## Stored items
==================================================

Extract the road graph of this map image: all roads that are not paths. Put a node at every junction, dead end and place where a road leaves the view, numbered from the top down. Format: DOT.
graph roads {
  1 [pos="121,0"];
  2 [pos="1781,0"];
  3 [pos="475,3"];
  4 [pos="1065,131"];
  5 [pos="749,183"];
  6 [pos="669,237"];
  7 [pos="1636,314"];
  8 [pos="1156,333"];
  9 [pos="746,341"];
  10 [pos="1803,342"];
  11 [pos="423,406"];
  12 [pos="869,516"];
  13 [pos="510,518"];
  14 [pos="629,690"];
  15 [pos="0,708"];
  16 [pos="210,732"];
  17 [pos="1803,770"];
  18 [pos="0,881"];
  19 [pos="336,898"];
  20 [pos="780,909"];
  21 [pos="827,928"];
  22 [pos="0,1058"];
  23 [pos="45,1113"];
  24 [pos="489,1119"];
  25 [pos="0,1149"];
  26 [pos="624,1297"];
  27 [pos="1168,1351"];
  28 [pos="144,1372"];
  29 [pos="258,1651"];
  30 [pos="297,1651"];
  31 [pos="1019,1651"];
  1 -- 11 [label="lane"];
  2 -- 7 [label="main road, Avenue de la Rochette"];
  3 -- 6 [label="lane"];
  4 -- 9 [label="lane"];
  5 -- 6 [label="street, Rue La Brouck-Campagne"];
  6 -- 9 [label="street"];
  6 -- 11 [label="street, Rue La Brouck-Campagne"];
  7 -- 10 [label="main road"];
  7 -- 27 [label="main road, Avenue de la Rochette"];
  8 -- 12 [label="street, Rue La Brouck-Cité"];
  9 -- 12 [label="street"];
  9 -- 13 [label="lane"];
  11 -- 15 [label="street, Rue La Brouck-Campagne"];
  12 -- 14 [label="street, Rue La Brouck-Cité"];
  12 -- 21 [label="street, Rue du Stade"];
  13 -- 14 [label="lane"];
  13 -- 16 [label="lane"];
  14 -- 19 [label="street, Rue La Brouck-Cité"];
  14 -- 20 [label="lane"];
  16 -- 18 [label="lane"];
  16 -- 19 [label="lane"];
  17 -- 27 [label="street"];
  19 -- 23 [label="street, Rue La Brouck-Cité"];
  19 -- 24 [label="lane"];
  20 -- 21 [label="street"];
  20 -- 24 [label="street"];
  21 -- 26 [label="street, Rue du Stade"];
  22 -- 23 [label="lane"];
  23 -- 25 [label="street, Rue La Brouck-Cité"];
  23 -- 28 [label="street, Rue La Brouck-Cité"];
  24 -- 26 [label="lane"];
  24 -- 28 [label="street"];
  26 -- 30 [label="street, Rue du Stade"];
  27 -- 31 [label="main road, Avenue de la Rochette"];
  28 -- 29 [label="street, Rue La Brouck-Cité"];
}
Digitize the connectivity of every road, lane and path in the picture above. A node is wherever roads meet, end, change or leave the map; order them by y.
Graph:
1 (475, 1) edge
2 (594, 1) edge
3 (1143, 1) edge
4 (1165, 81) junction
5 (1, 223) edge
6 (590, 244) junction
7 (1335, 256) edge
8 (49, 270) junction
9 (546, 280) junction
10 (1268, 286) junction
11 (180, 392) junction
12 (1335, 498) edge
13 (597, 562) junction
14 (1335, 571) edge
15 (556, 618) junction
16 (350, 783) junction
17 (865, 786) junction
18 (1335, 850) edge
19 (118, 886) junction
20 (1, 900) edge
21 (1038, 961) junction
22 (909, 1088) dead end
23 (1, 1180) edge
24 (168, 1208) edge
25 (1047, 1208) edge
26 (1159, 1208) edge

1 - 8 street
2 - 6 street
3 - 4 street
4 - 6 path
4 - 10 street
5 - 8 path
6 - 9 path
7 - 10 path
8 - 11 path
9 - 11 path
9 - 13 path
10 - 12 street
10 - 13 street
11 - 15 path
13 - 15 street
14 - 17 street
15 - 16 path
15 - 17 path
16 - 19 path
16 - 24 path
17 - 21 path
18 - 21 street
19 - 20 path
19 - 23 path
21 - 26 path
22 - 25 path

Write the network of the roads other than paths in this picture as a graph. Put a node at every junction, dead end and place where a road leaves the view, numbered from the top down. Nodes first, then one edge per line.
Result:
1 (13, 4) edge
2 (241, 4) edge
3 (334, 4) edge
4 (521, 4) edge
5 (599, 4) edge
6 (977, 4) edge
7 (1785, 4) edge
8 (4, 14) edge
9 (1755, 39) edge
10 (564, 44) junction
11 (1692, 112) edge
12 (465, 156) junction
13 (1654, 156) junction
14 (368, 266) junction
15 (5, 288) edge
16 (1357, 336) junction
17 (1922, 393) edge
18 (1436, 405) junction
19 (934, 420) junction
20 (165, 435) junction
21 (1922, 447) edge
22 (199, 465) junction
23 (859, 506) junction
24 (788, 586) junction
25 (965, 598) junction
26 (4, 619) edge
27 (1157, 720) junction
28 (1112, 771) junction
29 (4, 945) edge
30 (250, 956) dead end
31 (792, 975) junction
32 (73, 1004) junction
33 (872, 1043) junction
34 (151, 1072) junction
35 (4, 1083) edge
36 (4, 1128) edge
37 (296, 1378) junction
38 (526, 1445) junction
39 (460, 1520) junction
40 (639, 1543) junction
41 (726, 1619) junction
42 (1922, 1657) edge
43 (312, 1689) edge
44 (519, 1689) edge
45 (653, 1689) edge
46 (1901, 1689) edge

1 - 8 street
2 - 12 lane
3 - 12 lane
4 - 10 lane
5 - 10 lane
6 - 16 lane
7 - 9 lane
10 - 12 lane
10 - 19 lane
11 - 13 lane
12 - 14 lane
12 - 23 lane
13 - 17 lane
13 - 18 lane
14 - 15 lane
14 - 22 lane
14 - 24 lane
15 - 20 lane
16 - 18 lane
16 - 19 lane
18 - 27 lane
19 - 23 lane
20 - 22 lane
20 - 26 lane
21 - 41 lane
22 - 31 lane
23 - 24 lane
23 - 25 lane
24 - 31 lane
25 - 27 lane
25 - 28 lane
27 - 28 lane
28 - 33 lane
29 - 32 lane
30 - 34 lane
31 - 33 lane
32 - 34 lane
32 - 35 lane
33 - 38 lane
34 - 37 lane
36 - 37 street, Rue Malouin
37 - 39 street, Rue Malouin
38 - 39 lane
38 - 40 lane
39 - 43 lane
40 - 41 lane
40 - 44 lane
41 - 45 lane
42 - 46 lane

==================================================

## TASK TO COMPLETE
The required answer is each line of the entries containing the string "Campagne".

## OUTPUT BELOW
  5 -- 6 [label="street, Rue La Brouck-Campagne"];
  6 -- 11 [label="street, Rue La Brouck-Campagne"];
  11 -- 15 [label="street, Rue La Brouck-Campagne"];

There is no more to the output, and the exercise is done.